Asynchrone motor
meest voorkomende motortype
 
De asynchrone motoren zijn het meest gebruikte type motoren. Ze zijn eenvoudig en zeer betrouwbaar. Een asynchrone motor wordt ook inductiemotor of kooiankermotor genoemd.
-

-

Asynchrone motor


1 — Principe kortsluitanker (squirrel cage rotor)


2 — Stator en rotor van een motor met kortsluitanker

De meeste motoren die op wisselspanning werken zijn asynchrone motoren vanwege hun eenvoud. Deze motoren kunnen ook gebruikt worden als hypersynchrone generator. De andere types asynchrone generatoren worden op deze pagina verder besproken.

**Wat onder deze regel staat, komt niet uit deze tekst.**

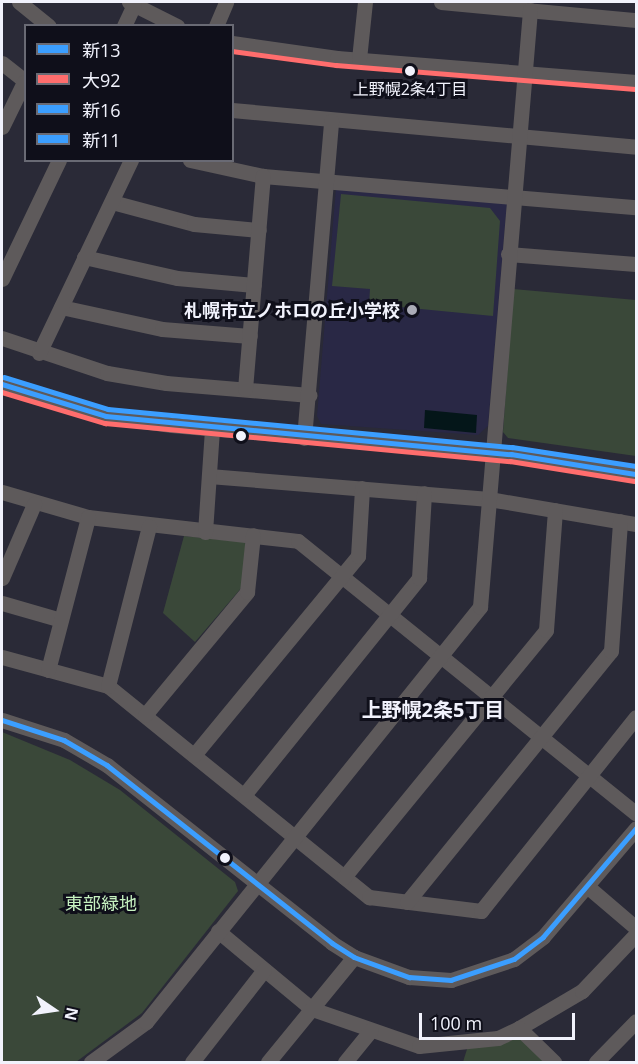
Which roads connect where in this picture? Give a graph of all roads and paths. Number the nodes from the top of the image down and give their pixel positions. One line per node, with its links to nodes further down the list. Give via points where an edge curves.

De asynchrone motor wordt ook inductiemotor genoemd (gebaseerd op de inductie) of kooiankermotor (want het anker bestaat uit een soort geleidende kooi). De engelse benaming is induction motor of sqirrel cage motor.

Rechts de doorsnede van een inductiemotor uit de industrie.
De motor is spatwaterdicht uitgevoerd (stator en rotor). Er is een ventilatorkap zodat de luchtstroom over de koelgleuven van de motor gestuurd wordt. Ook de rotor zelf heeft schoepen om een interne luchtstroming te veroorzaken. De rotor wordt zeer warm als de motor maximaal belast wordt.

Het vermogen van een asynchrone motor kan oplopen tot meer dan 50kW. Voor nog hogere vermogens kiest men meestal een andere type motor die een hoger rendement heeft.

Werking van een asynchrone motor

Als men een geleider in een wisselend magnetisch veld plaatst, dan wordt er een stroom in de geleider ontwikkeld. Dit is een fenomeen dat men normaal probeert te vermijden (wervelstromen of stromen van Foucault), bijvoorbeeld door dunne geïsoleerde platen te gebruiken in plaats van volle stukken ijzer in transformatoren en dergelijke. Hier gaat men wel de geinduceerde stroom gebruiken (daarom wordt de motor ook inductiemotor genoemd). De stroom produceert op zijn beurt ook een magnetisch veld die het veld van de stator gaat vervormen en de motor aanzet om te draaien. Dit geinduceerd magnetisch veld kan zeer krachtig zijn, want de stroom in de kortgesloten winding is zeer sterk.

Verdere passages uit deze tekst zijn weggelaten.